* [PROBLEM DETAILS]:
Output the data in full. Keep every entry exactly as written.

(Beginning of PROVIDED DATA)

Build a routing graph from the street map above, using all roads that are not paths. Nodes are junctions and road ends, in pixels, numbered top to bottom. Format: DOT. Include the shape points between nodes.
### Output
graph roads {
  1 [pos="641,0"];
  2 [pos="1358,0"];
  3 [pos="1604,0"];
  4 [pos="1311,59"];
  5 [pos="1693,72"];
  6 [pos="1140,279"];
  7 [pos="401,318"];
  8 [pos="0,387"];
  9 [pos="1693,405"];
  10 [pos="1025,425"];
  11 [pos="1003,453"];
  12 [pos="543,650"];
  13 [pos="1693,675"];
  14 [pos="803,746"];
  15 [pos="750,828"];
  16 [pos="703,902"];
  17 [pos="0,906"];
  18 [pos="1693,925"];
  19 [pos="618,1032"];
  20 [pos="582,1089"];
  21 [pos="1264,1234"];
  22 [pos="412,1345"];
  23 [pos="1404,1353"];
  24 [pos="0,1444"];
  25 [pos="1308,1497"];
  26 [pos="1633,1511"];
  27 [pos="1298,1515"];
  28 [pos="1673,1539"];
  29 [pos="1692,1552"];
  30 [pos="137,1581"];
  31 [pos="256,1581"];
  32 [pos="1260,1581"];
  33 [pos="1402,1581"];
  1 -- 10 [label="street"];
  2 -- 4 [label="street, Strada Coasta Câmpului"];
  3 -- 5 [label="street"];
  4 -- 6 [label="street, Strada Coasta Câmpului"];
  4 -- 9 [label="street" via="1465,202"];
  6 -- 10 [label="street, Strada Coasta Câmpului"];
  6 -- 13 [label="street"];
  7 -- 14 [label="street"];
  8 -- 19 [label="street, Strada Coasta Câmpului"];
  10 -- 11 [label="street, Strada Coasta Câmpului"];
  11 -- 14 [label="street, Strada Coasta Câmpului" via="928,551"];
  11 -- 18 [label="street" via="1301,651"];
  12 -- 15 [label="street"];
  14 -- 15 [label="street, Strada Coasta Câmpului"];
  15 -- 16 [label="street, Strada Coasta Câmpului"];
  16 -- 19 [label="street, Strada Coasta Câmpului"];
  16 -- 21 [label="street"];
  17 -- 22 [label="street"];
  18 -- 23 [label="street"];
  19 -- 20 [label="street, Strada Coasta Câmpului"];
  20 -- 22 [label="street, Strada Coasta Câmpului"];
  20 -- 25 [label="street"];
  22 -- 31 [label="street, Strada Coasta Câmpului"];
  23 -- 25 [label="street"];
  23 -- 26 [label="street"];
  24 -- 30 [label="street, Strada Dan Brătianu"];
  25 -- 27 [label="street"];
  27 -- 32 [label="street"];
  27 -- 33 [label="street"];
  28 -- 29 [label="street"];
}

(End of PROVIDED DATA)

* [ANSWER TO THE PROBLEM]:
Build a routing graph from the street map above, using all roads that are not paths. Nodes are junctions and road ends, in pixels, numbered top to bottom. Format: DOT. Include the shape points between nodes.
### Output
graph roads {
  1 [pos="641,0"];
  2 [pos="1358,0"];
  3 [pos="1604,0"];
  4 [pos="1311,59"];
  5 [pos="1693,72"];
  6 [pos="1140,279"];
  7 [pos="401,318"];
  8 [pos="0,387"];
  9 [pos="1693,405"];
  10 [pos="1025,425"];
  11 [pos="1003,453"];
  12 [pos="543,650"];
  13 [pos="1693,675"];
  14 [pos="803,746"];
  15 [pos="750,828"];
  16 [pos="703,902"];
  17 [pos="0,906"];
  18 [pos="1693,925"];
  19 [pos="618,1032"];
  20 [pos="582,1089"];
  21 [pos="1264,1234"];
  22 [pos="412,1345"];
  23 [pos="1404,1353"];
  24 [pos="0,1444"];
  25 [pos="1308,1497"];
  26 [pos="1633,1511"];
  27 [pos="1298,1515"];
  28 [pos="1673,1539"];
  29 [pos="1692,1552"];
  30 [pos="137,1581"];
  31 [pos="256,1581"];
  32 [pos="1260,1581"];
  33 [pos="1402,1581"];
  1 -- 10 [label="street"];
  2 -- 4 [label="street, Strada Coasta Câmpului"];
  3 -- 5 [label="street"];
  4 -- 6 [label="street, Strada Coasta Câmpului"];
  4 -- 9 [label="street" via="1465,202"];
  6 -- 10 [label="street, Strada Coasta Câmpului"];
  6 -- 13 [label="street"];
  7 -- 14 [label="street"];
  8 -- 19 [label="street, Strada Coasta Câmpului"];
  10 -- 11 [label="street, Strada Coasta Câmpului"];
  11 -- 14 [label="street, Strada Coasta Câmpului" via="928,551"];
  11 -- 18 [label="street" via="1301,651"];
  12 -- 15 [label="street"];
  14 -- 15 [label="street, Strada Coasta Câmpului"];
  15 -- 16 [label="street, Strada Coasta Câmpului"];
  16 -- 19 [label="street, Strada Coasta Câmpului"];
  16 -- 21 [label="street"];
  17 -- 22 [label="street"];
  18 -- 23 [label="street"];
  19 -- 20 [label="street, Strada Coasta Câmpului"];
  20 -- 22 [label="street, Strada Coasta Câmpului"];
  20 -- 25 [label="street"];
  22 -- 31 [label="street, Strada Coasta Câmpului"];
  23 -- 25 [label="street"];
  23 -- 26 [label="street"];
  24 -- 30 [label="street, Strada Dan Brătianu"];
  25 -- 27 [label="street"];
  27 -- 32 [label="street"];
  27 -- 33 [label="street"];
  28 -- 29 [label="street"];
}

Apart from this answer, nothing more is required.